• [DATA SUPPLIED]
· · ·

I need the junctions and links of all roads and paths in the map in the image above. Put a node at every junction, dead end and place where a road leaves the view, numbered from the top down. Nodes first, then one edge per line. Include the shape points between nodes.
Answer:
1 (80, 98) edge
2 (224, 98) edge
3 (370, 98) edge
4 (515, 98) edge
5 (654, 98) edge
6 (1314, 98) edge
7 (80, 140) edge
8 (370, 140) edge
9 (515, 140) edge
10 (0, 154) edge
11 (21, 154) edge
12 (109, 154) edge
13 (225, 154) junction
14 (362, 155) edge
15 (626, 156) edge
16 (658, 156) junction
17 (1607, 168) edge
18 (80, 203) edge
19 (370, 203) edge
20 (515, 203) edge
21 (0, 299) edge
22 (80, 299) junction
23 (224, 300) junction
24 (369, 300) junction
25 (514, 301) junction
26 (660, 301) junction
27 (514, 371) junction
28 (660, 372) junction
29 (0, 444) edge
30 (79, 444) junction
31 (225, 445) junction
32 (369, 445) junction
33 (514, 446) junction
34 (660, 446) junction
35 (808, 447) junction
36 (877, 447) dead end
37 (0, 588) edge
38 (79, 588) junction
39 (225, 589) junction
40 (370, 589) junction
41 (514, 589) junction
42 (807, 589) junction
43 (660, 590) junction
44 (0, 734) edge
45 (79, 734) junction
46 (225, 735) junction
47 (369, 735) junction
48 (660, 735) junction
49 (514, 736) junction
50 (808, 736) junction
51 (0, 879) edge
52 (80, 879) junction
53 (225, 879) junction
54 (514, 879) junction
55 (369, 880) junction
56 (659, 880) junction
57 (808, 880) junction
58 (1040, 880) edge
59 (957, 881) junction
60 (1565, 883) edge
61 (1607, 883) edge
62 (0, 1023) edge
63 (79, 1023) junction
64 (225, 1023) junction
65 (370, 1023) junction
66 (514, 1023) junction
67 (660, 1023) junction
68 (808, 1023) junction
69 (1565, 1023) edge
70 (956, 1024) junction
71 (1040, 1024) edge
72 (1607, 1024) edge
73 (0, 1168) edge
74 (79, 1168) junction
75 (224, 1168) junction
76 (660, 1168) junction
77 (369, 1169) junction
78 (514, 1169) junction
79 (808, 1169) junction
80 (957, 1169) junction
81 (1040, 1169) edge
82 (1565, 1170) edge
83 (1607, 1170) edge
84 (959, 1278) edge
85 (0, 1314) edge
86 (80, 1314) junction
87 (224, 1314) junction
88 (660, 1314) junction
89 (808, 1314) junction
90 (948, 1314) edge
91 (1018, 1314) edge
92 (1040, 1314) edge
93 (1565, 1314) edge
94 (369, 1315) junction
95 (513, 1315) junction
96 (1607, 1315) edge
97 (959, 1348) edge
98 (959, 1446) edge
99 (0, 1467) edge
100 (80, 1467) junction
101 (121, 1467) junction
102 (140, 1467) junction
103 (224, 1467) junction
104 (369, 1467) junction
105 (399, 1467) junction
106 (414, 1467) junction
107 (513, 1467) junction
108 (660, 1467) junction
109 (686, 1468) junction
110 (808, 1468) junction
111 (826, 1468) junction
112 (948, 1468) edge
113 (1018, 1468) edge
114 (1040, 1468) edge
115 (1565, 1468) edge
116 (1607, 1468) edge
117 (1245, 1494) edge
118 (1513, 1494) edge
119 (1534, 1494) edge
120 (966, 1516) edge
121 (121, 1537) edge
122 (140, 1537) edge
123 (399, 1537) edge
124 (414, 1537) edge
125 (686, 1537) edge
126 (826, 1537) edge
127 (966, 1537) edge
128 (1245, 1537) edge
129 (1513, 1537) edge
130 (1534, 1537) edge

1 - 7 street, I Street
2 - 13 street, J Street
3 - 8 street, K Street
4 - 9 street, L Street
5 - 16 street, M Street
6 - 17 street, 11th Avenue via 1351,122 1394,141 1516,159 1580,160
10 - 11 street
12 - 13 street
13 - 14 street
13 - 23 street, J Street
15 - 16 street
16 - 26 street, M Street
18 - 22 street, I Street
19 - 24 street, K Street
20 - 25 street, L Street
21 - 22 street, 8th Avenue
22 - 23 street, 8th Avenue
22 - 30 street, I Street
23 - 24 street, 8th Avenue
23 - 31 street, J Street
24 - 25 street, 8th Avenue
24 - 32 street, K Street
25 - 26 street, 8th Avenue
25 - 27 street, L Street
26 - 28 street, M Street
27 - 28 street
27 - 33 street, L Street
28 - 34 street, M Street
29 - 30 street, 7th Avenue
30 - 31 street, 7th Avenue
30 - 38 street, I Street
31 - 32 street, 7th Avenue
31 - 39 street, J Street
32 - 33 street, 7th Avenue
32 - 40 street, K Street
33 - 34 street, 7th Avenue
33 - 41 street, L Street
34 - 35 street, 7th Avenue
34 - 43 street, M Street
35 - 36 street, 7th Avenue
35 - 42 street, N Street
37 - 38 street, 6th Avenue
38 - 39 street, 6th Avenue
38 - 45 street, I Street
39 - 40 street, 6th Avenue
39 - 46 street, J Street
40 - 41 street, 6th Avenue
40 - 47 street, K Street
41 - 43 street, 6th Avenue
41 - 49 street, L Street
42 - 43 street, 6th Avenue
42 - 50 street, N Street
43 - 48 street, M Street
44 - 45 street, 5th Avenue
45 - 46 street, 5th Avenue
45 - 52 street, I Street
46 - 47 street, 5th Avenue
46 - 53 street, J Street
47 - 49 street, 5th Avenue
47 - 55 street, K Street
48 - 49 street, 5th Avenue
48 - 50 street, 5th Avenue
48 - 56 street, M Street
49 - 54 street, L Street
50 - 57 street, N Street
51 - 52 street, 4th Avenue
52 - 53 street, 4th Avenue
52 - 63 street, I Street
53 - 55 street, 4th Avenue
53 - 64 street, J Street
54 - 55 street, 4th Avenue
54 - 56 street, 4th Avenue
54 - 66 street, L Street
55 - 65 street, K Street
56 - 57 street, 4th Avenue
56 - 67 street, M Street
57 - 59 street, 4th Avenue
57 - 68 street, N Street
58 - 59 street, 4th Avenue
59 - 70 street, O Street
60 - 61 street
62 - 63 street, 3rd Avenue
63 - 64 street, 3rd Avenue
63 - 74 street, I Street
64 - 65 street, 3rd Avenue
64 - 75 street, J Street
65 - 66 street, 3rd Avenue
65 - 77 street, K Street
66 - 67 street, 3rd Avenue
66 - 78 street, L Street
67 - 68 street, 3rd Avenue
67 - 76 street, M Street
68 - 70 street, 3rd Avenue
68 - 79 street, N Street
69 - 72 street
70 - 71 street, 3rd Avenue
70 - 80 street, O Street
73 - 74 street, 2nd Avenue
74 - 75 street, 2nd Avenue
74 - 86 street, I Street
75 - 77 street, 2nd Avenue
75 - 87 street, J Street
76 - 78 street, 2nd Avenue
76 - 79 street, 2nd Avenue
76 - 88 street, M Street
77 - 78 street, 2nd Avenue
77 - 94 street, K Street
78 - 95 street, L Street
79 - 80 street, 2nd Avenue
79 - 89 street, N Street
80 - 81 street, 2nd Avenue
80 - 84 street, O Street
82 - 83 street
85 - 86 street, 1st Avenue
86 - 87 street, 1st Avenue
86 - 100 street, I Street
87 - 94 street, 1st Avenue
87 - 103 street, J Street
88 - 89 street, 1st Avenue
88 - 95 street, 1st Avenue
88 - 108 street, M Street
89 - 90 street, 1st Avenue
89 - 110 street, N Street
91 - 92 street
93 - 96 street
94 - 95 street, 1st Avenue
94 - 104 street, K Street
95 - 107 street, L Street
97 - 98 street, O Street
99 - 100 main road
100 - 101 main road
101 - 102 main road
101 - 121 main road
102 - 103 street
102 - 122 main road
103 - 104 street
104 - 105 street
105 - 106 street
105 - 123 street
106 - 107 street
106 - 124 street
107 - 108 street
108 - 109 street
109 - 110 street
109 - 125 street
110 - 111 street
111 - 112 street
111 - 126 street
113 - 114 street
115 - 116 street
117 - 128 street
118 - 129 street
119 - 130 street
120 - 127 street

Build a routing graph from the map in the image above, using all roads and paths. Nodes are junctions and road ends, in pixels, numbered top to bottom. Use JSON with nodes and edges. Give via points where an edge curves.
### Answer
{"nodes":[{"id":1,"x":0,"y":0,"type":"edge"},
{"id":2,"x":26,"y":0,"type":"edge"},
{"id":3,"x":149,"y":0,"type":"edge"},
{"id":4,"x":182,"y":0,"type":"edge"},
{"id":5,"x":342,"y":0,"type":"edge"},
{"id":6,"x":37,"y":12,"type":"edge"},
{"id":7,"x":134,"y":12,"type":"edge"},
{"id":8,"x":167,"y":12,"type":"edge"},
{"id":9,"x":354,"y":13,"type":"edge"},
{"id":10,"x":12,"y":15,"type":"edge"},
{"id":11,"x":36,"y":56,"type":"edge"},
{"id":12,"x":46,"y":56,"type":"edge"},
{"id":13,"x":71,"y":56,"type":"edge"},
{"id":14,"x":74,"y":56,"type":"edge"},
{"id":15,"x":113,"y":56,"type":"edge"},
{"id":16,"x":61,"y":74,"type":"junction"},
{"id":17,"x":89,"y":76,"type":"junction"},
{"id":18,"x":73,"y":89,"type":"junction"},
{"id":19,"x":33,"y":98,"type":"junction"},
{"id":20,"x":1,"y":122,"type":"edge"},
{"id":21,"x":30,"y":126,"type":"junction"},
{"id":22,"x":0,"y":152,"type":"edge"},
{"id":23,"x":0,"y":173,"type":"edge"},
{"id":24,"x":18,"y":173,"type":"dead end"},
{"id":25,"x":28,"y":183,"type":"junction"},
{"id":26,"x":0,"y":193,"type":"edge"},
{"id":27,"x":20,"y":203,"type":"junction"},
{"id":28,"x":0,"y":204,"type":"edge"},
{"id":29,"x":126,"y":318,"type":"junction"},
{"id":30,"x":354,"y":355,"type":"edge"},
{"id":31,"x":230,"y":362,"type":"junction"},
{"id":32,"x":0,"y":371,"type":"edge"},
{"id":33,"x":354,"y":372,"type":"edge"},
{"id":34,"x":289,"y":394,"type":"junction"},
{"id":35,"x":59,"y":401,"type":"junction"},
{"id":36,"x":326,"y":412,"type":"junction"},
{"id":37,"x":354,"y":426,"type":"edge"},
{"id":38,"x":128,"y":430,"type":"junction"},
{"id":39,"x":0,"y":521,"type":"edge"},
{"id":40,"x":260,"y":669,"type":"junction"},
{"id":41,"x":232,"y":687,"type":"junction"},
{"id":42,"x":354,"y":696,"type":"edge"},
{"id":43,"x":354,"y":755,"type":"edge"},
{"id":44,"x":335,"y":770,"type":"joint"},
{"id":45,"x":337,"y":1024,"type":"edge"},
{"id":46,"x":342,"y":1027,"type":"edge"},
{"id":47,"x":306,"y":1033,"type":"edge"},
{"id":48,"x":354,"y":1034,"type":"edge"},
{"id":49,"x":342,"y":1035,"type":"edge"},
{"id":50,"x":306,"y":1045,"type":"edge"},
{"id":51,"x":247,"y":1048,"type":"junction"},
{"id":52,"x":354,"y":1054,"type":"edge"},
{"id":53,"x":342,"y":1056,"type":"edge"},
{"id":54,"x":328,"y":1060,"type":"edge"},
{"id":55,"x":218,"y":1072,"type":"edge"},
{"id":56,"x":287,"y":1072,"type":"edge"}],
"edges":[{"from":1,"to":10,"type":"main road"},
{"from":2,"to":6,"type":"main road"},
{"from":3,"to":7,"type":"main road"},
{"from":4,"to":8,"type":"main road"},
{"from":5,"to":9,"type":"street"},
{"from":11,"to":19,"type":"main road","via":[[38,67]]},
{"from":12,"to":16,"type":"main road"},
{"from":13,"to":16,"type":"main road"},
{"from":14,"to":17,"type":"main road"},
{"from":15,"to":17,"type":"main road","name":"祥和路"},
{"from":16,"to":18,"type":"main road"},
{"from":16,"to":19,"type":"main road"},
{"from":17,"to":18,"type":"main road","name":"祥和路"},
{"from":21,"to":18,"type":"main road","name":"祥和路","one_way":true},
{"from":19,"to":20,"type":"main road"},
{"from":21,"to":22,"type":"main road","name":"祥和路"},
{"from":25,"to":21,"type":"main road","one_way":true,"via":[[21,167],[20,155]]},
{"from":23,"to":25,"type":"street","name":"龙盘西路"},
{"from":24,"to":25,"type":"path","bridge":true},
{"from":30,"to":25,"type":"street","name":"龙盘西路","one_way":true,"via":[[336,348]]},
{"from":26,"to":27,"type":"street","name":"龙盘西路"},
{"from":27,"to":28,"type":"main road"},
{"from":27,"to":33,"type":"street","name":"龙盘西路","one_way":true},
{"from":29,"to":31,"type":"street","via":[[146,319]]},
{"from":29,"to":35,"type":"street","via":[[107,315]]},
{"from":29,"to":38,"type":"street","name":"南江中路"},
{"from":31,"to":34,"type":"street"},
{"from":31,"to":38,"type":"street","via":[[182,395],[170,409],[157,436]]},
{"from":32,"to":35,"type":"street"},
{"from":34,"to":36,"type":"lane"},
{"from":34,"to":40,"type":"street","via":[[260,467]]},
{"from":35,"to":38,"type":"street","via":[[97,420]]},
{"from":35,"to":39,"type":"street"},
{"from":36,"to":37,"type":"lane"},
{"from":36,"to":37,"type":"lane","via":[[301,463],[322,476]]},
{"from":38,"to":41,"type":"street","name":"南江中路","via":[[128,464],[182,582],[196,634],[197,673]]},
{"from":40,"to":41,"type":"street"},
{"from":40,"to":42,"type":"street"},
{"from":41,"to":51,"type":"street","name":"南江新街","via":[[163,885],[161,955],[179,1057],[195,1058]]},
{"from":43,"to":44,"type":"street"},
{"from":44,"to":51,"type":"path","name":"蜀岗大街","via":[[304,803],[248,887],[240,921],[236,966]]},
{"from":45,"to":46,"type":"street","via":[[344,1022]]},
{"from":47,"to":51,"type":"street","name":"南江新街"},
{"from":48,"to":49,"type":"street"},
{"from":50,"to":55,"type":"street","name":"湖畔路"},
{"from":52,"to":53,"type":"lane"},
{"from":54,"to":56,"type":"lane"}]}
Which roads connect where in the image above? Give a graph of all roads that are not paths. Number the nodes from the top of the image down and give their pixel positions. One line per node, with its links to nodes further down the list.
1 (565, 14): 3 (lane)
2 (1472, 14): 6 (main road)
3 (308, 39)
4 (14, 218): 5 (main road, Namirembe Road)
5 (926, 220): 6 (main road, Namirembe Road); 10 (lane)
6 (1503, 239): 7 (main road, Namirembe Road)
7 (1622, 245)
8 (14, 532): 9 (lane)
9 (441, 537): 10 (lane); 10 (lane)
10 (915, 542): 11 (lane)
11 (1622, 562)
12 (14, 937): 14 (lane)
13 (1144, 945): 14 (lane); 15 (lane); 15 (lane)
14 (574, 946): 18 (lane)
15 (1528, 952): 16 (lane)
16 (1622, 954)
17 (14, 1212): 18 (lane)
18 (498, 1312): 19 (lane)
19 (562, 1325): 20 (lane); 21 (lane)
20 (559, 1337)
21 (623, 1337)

· · ·

• [DESCRIPTION OF THE TASK]
Wherever the word "edges" turns up in a line of the entries above, copy that line.

• [RESULT OF THIS TASK]
Build a routing graph from the map in the image above, using all roads and paths. Nodes are junctions and road ends, in pixels, numbered top to bottom. Use JSON with nodes and edges. Give via points where an edge curves.
"edges":[{"from":1,"to":10,"type":"main road"},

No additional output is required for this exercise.